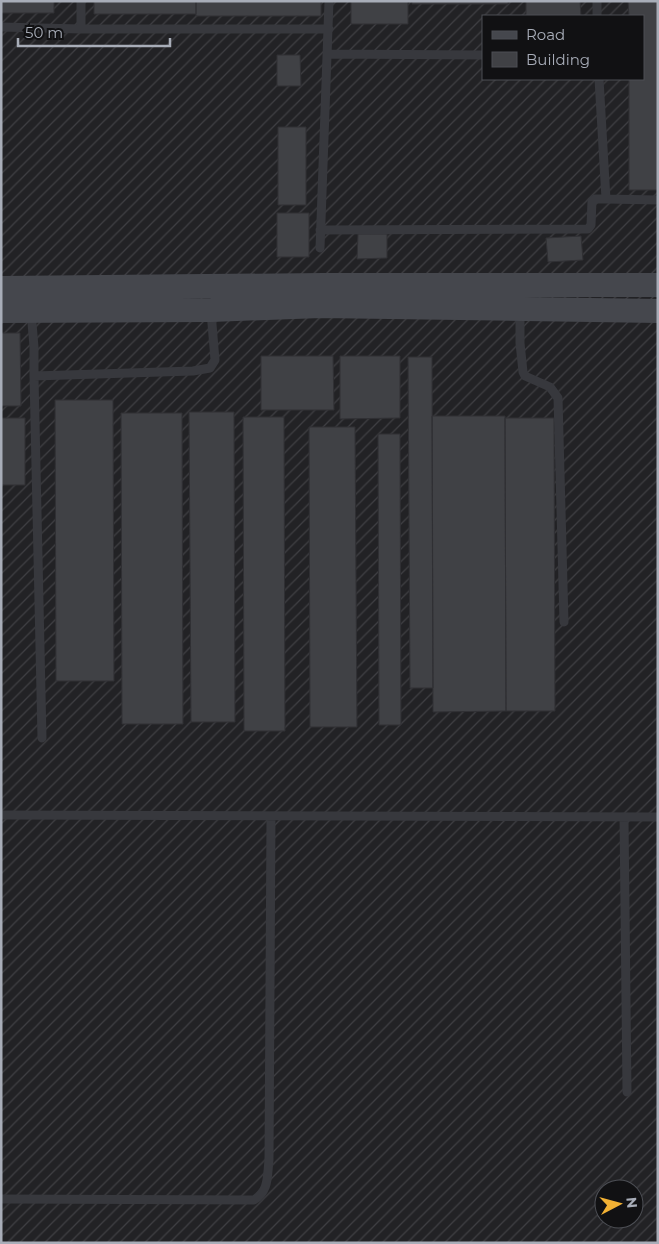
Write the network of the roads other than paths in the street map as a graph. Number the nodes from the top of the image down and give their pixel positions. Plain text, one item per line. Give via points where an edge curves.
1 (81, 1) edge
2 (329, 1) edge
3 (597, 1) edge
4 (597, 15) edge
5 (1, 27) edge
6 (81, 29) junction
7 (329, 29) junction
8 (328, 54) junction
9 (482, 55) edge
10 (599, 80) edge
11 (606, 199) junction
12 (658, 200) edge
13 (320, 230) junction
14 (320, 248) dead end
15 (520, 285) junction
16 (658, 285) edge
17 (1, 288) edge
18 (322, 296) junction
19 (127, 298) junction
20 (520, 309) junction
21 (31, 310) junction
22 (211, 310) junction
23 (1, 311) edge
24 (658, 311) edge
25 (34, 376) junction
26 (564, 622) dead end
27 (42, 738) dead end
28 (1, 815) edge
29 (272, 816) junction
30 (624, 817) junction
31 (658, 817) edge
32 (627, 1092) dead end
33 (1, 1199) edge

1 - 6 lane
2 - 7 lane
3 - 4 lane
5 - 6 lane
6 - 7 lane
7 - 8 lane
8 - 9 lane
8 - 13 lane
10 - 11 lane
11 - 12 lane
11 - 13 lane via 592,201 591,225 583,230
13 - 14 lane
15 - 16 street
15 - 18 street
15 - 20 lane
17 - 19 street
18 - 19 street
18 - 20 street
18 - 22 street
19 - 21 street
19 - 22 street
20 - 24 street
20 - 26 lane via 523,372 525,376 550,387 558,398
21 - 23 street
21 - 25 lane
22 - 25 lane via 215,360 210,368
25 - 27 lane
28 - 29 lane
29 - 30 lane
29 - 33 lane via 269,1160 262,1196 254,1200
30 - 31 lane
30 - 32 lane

===============

§ **Problem details**:
The answer must be every line of the entries that includes the word "dead".

§ **Task answer**:
14 (320, 248) dead end
26 (564, 622) dead end
27 (42, 738) dead end
32 (627, 1092) dead end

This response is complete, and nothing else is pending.